1 January 2006 Extrapolation-free arbitrary-shape motion estimation using phase correlation
Author Affiliations +
We propose a frequency domain scheme for obtaining subpixel estimates of interframe motion for arbitrary shaped regions. Our scheme is based on phase correlation and the shape adaptive discrete Fourier transform and one of its key features is that it does not require extrapolation, which requires extra complexity and can dilute the accuracy of the estimated motion parameters. We demonstrate that our method outperforms in terms of subpixel accuracy and motion-compensated prediction error both conventional phase correlation but also shape adaptive techniques operating in the frequency domain and requiring extrapolation.

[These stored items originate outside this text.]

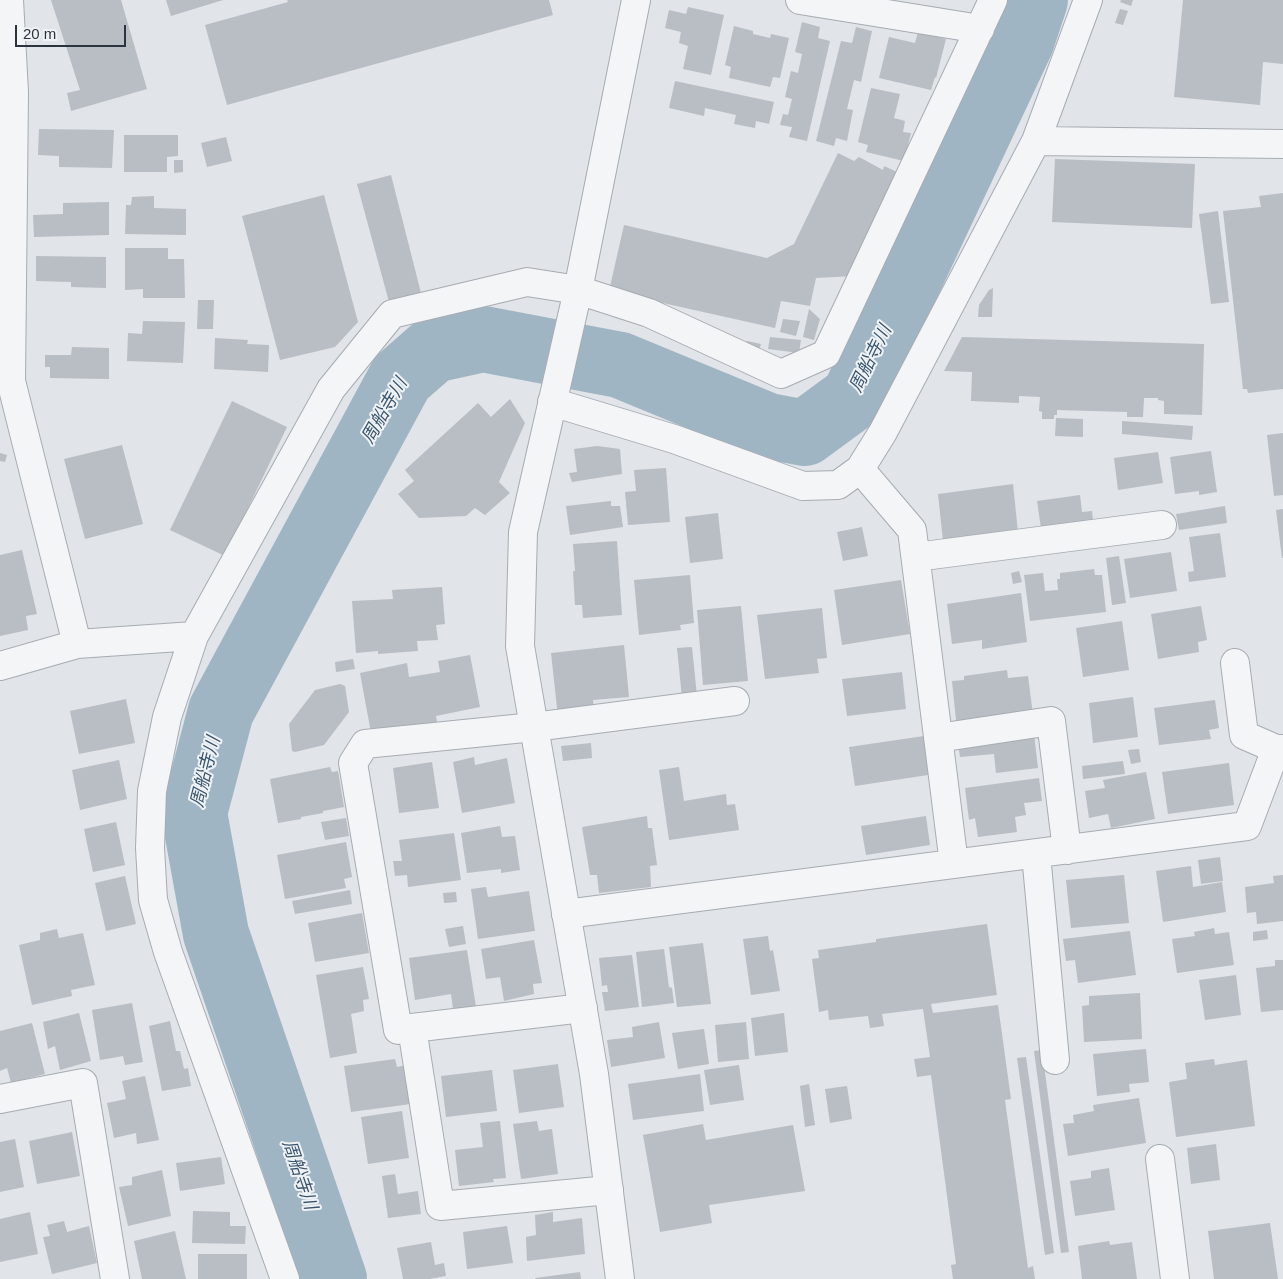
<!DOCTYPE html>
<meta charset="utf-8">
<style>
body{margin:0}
#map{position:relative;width:1283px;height:1279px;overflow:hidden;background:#e1e4e8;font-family:Arial,sans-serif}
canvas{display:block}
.scale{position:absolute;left:15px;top:25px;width:111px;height:22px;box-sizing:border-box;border:2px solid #2b343e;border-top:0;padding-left:6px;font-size:15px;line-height:18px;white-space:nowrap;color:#2b343e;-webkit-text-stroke:4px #f0f3f6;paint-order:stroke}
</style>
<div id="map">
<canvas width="1283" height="1279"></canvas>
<div class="scale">20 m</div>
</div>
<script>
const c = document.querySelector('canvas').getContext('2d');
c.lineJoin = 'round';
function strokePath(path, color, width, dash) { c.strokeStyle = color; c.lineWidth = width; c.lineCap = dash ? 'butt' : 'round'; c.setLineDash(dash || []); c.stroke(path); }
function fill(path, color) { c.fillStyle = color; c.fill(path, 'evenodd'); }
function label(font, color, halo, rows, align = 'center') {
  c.font = font + ' Arial,"Noto Sans JP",sans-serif'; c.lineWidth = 4; c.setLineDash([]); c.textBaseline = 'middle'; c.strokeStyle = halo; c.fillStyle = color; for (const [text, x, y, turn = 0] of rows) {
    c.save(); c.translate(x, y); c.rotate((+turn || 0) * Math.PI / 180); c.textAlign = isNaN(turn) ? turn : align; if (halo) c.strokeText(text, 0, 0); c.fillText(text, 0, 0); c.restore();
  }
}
const river = new Path2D(`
 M334,1279L216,934L194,813L221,711L401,378L433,350L483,339L620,365L768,426L805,433L854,397L1021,42L1035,0`);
const building = new Path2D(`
 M51,0H121L147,89L71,111L67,93L80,90Z
 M166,0H223L171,16Z
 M287,0H549L553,15L227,105L205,25L288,2Z
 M1121,0H1133L1131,6L1120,2Z
 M1183,0H1283V64L1263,62L1260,105L1174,97Z
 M688,7L724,15L711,75L683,69L688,46L679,43L681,32L665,28L669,10L686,14Z
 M1120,9L1128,11L1123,25L1115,23Z
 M802,22L820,27L818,38L830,41L807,141L789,137L792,127L780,125L783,114L788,115L792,99L785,97L791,71L798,73L802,54L795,52Z
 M734,26L753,31V34L770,38L771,34L789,38L780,78L773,77L770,87L729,78L731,67L725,65Z
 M856,27L872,31L861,82L854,80L847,109L853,110L847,141L836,138L834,146L816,141L841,41L852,43Z
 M918,32L946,39L936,78L935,77L931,90L879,78L889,37L915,43Z
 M675,81L774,102L769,124L756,121L755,128L734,124L736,115L705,108L704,116L669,108Z
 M871,88L900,94L894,118L905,121L903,132L911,133L904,161L866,152L868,145L858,142Z
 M39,129L114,130L112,168L59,167V156L38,155Z
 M124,135H178V156L167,157V172H124Z
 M226,137L232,161L207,167L201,143Z
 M838,153L854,161L859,157L883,170L884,166L906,176L854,276L816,278L810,306L781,301L775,328L609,291L624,225L767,258L794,244Z
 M1055,159L1195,164L1192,228L1052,222Z
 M174,160H183V172L174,173Z
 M391,175L421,293L389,302L357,184Z
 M1283,193V389L1248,393L1247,389H1243L1223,211L1261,207L1259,196Z
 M324,195L358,322L335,347L280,360L242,216Z
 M154,196V208L186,209V235L125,234L126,205H131L132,197Z
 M109,202V235L34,237L33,215L63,214V203Z
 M1218,211L1229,302L1211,304L1199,214Z
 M125,248H168V259H184L185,298H143V289L125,290Z
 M36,256L106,257V288L71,287V282L36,281Z
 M993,288L992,317H978L979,305L989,290Z
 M198,300H214L213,329H197Z
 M809,309L820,319L814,340L803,337Z
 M783,319L800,321L796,336L780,332Z
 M143,321L185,322L183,363L127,361L128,333L142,334Z
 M770,337L801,340L799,353L768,349Z
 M962,337L1204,344L1202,415L1164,414V401L1158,400V398H1144L1143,417H1127V412L1057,410V415H1054V419H1042V412L1039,411L1040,397L1019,396V403L971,401L972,372L944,371Z
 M215,338L248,340L247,344L269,345L268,372L214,369Z
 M747,341L761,344L758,353L745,350Z
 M72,347L109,348V379L50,378V367H45V355H71Z
 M510,399L525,423L499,482L510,493L485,515L475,508L466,516L419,518L398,494L414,481L405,470L478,403L491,417Z
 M232,401L287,427L225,556L170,530Z
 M1056,418L1083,419V437L1055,436Z
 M1122,421L1193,426L1192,440L1122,434Z
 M1283,433V495L1274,496L1267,435Z
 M122,445L143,524L85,539L64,459Z
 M597,446L620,449L622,474L572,482L569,473L577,472L574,449Z
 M1211,451L1217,492L1199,495V491L1175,494L1170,457Z
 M1158,452L1163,483L1118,490L1114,458Z
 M0,453L7,455L5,462L0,461Z
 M666,468L670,522L628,525L625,492L636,491L634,470Z
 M1013,484L1018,532L943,541L938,494Z
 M1080,495L1082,512L1092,511L1093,520L1041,528L1037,501Z
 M611,501V506H620L623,527L570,535L566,506Z
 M1225,506L1227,523L1179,530L1176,514Z
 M1283,509V558H1282L1276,510Z
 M718,513L723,559L690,563L685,517Z
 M862,527L868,556L843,561L837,532Z
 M1220,533L1226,577L1189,582L1188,572L1194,571L1189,537Z
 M617,541L622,615L583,618L582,605H575L573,571H575L573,544Z
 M22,550L37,614L26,616L28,630L0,636V555Z
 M1171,552L1177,591L1130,598L1124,559Z
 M1119,556L1126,603L1112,605L1106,558Z
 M1094,569L1095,575H1102L1106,612L1030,621L1024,575L1043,573L1045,591L1058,590L1057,579H1060V573Z
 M1019,571L1022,582L1013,584L1011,573Z
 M690,575L694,623L680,625L681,630L639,635L634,580Z
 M901,580L910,634L842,645L834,590Z
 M442,587L445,624L436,625L438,640L417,641L418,651L378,654V651L356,653L352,601L393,599L392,590Z
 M1021,593L1027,642L982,649V640L952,644L947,604Z
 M741,606L748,681L703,685L697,610Z
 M1201,606L1207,640L1198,642L1199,652L1158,659L1151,614Z
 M822,608L827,658L817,659L819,673L765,679L757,615Z
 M1122,621L1129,670L1083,677L1076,628Z
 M624,645L629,697L593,700L594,713L558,717L551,653Z
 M692,647L697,696L682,698L677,648Z
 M470,655L480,707L436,716L437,722L371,733L360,673L407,663L409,677L440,672L438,661Z
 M353,659L355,669L336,672L335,662Z
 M1007,670L1008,678L1028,676L1033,715L957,730L952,681L964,680V676Z
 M902,672L906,709L847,716L842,679Z
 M340,684L345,686L349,712L324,745L295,752L292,751L289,724L315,690Z
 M1133,697L1138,737L1093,743L1089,703Z
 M126,699L135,743L79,754L70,711Z
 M1215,700L1219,728L1209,730L1211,739L1159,745L1154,708Z
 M1034,734L1038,768L996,773L994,754L960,757L958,743Z
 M924,736L928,775L855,786L849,747Z
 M591,743L592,758L563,761L561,746Z
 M1139,749L1141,762L1131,764L1128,750Z
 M474,757L475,765L507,758L515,803L462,813L453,762Z
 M119,760L127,799L80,810L72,770Z
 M1123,761L1125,774L1083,779L1082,766Z
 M432,762L439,808L399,813L393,768Z
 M1229,763L1234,805L1168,814L1162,772Z
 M330,767L332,772L338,771L344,807L323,811V813L301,817V819L278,823L270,779Z
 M679,767L684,801L726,794L727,805L735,804L739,830L669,840L659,770Z
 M1146,772L1155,819L1111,828L1108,814L1089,818L1085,791L1105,788L1103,780Z
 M1039,778L1042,801L1024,803L1026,815L1015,817L1017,832L978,837L975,818L969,820L965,788Z
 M647,816L648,828H652L657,865L650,866L651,887L599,893L597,875H590L582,827Z
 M926,816L930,845L866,855L861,826Z
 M346,818L349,836L325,840L321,822Z
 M116,822L125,865L93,872L84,829Z
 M500,826L502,837L515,836L520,870L501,873V869L467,873L461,833Z
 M454,833L461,880L408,887L407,875L395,876L393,861H402L399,840Z
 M346,842L352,877L344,879L346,888L285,899L277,855Z
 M1220,857L1223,881L1201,884L1198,860Z
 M1191,866L1193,887L1222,882L1226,912L1163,922L1156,871Z
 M1124,875L1129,923L1071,928L1066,880Z
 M1283,875V921L1257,924L1256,912L1247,913L1245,887L1274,883L1273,876Z
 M125,876L136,924L106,931L95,883Z
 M486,887L488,897L529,891L535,931L478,939L471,889Z
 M350,890L352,904L295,914L292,901Z
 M456,892L457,902L444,903L443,893Z
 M362,913L369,953L315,962L308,923Z
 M987,924L997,995L931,1004L933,1013L998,1005L1011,1099L1005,1100L1028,1268L1033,1266L1035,1279H953L951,1265L956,1264L931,1075L917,1077L914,1059L930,1057L923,1009L882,1014L884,1026L870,1028L868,1016L829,1020L828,1010L819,1012L812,959L819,958L818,950L876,942V939Z
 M463,926L466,944L449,947L445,929Z
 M1214,928L1215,934L1229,932L1234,965L1177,973L1172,939L1195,936L1194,932Z
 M57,929L59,938L83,933L95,985L71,990L72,996L32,1005L19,945L40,940V933Z
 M1267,930L1268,939L1253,941V932Z
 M1130,931L1136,975L1078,983L1075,960L1066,961L1063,939Z
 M768,936L770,951L773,950L780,991L751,995L743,939Z
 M534,940L542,983L533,984L534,994L504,1001L500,977L486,979L481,949Z
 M703,943L711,1004L677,1007L669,947Z
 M664,949L669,987L672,988L674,1003L642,1007L636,952Z
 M467,950L476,1007L453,1009L451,994L415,1000L409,958Z
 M632,955L639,1007L605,1011L602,992H608L607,985L602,986L599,958Z
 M1275,960H1283V1010L1261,1012L1256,968L1275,966Z
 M363,967L369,999L363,1000L364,1011L351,1014L357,1053L330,1058L316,975Z
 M1236,975L1241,1015L1205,1020L1199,980Z
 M1140,993L1142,1039L1084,1042L1082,1006L1089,1005V996Z
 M132,1003L143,1062L125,1065L123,1056L100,1060L92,1010Z
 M79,1013L91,1061L60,1070L55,1046L48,1049L43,1022Z
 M784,1013L788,1052L755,1056L751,1018Z
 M170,1021L176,1051H180L184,1069L188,1068L191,1086L162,1091L149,1026Z
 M659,1022L665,1058L611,1067L607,1040L633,1037L632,1027Z
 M746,1022L749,1059L718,1062L715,1025Z
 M32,1023L45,1074L11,1083L7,1068L0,1071V1031Z
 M704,1029L709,1064L678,1069L672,1033Z
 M1146,1049L1149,1082L1129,1084L1130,1092L1097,1096L1093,1054Z
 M1042,1050L1069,1252L1061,1253L1034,1051Z
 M1026,1057L1054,1253L1045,1255L1017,1058Z
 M395,1059L397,1067L406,1065L411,1104L351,1112L344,1066Z
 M1214,1059L1215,1065L1247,1060L1255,1126L1176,1137L1169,1082L1187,1079L1185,1063Z
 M558,1064L564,1107L519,1113L513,1070Z
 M739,1065L744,1100L710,1105L704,1070Z
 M492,1070L497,1111L446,1117L441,1076Z
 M700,1074L704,1111L633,1120L628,1084Z
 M145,1076L159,1140L137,1144L136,1133L114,1138L107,1103L126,1099L122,1081Z
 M809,1084L815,1125L805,1127L800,1086Z
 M847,1086L852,1119L830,1123L825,1089Z
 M1139,1098L1146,1143L1068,1156L1063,1124L1074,1123L1073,1115L1094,1111L1093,1105Z
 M402,1111L409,1158L368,1164L361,1117Z
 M500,1121L506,1178L493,1179L494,1182L459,1186L455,1150L483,1147L480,1123Z
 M537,1121L539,1131L552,1129L558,1174L521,1179L513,1124Z
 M703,1124L706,1140L793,1125L805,1191L709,1205L712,1223L660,1232L643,1135Z
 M72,1132L80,1176L37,1184L29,1141Z
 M15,1139L24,1187L0,1192V1142Z
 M1216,1144L1220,1180L1191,1184L1187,1148Z
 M221,1157L225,1184L180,1191L176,1163Z
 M1109,1168L1115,1210L1075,1216L1070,1181L1091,1178V1171Z
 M162,1170L171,1216L128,1226L119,1187L132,1185V1177Z
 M395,1174L398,1194L418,1191L421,1214L388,1218L382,1176Z
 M193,1211L230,1212V1226H246L245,1244L192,1243Z
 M30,1212L38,1254L0,1262V1219Z
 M553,1212V1222L582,1218L585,1254L527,1261L526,1237L536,1235L535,1215Z
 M64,1221L67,1232L89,1226L97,1263L52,1274L43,1237L50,1236L47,1225Z
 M1270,1223L1278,1279H1214L1208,1231Z
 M507,1226L513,1263L467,1269L463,1232Z
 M175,1231L186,1279H142L134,1241Z
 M1109,1241L1110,1245L1132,1242L1137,1279H1082L1078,1246Z
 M431,1242L435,1265L444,1263L446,1276L430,1279H403L397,1248Z
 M198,1254H247V1279H198Z
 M580,1272L581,1279H535V1278Z`);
const minor = new Path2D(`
 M9,0L14,92L11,381L77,644
 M800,0L980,29
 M1036,141L1283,144
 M552,402L674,439L803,486L838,485L860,469L883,432L1036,141L1088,0
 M860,469L912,530L954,864
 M916,557L1162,525
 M194,636L167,717L152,791L150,848L153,900L168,952L285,1279
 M1235,663L1244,735L1276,749H1283
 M0,666L77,644L194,636L331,389L392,314L527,282L578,290L649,313L781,374L826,354L993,0
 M938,738L1051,721L1067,850
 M1036,854L1055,1060
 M566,914L1247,826L1276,749
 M412,1028L583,1008
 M0,1099L83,1083L115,1279
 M1160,1159L1175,1279
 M609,1190L440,1206L412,1028L398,1030L353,763L365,744L534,727L735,701`);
const tertiary = new Path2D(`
 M620,1279L594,1074L520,646L523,532L578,290L636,0`);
const waterNames = [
 ["周船寺川",871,359,-64],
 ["周船寺川",385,411,-60],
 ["周船寺川",206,772,-76],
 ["周船寺川",299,1175,71]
];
strokePath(river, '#a0b5c4', 66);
fill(building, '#b9bec4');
strokePath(minor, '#a7acb2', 30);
strokePath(tertiary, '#a7acb2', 30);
strokePath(minor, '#f3f5f7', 28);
strokePath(tertiary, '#f3f5f7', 28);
label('italic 18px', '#3a556d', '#f0f3f6', waterNames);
</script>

Motion estimation is a critical component of various video processing tasks, especially video compression, allowing redundancy reduction in the temporal domain. International standards for video communications such as MPEG- 12 and H.26134 employ the well-established hybrid two-component architecture, which relies on motion estimation and compensation as well as on the lossy compression of the motion-compensated prediction error. Motion estimation in such standards is carried out by means of block matching in the data domain with one motion vector portraying the motion of each block. Such block-based approaches offer well-documented implementation advantages such as low complexity and low overheads mainly due to their regularity. On the other hand, they have a number of well-known disadvantages. A block may contain more moving objects than just one, in which case a single motion vector derived from the most dominant object will cause large motion compensation errors in areas occupied by the other objects. Conversely, a moving object may be contained in more blocks than one. Any errors in estimating motion vectors for those blocks are likely to cause blocking artefacts. Various attempts at departing from established block-based approaches have been made, most notably in video coding systems like MPEG-4, while in H.264 a variable block size approach was preferred to shape coding. While motion estimation is not a normative element, most compliant architectures implement arbitrary shape motion estimation in the pixel domain using suitable modifications to the well-known block-matching algorithm, such as extrapolation of the arbitrary shaped area until the limits of a bounding rectangle are reached. Such pixel-domain modifications inherit some of the disadvantages of baseline block matching such as complexity, assuming an exhaustive search strategy for the identification of the minimum error location. In the wider literature, object-based motion estimation is well represented albeit most approaches operate in the pixel domain. An exhaustive review would be outside the scope of this paper but it is worth mentioning Refs. 1, 2, 3, 4 to name but a few.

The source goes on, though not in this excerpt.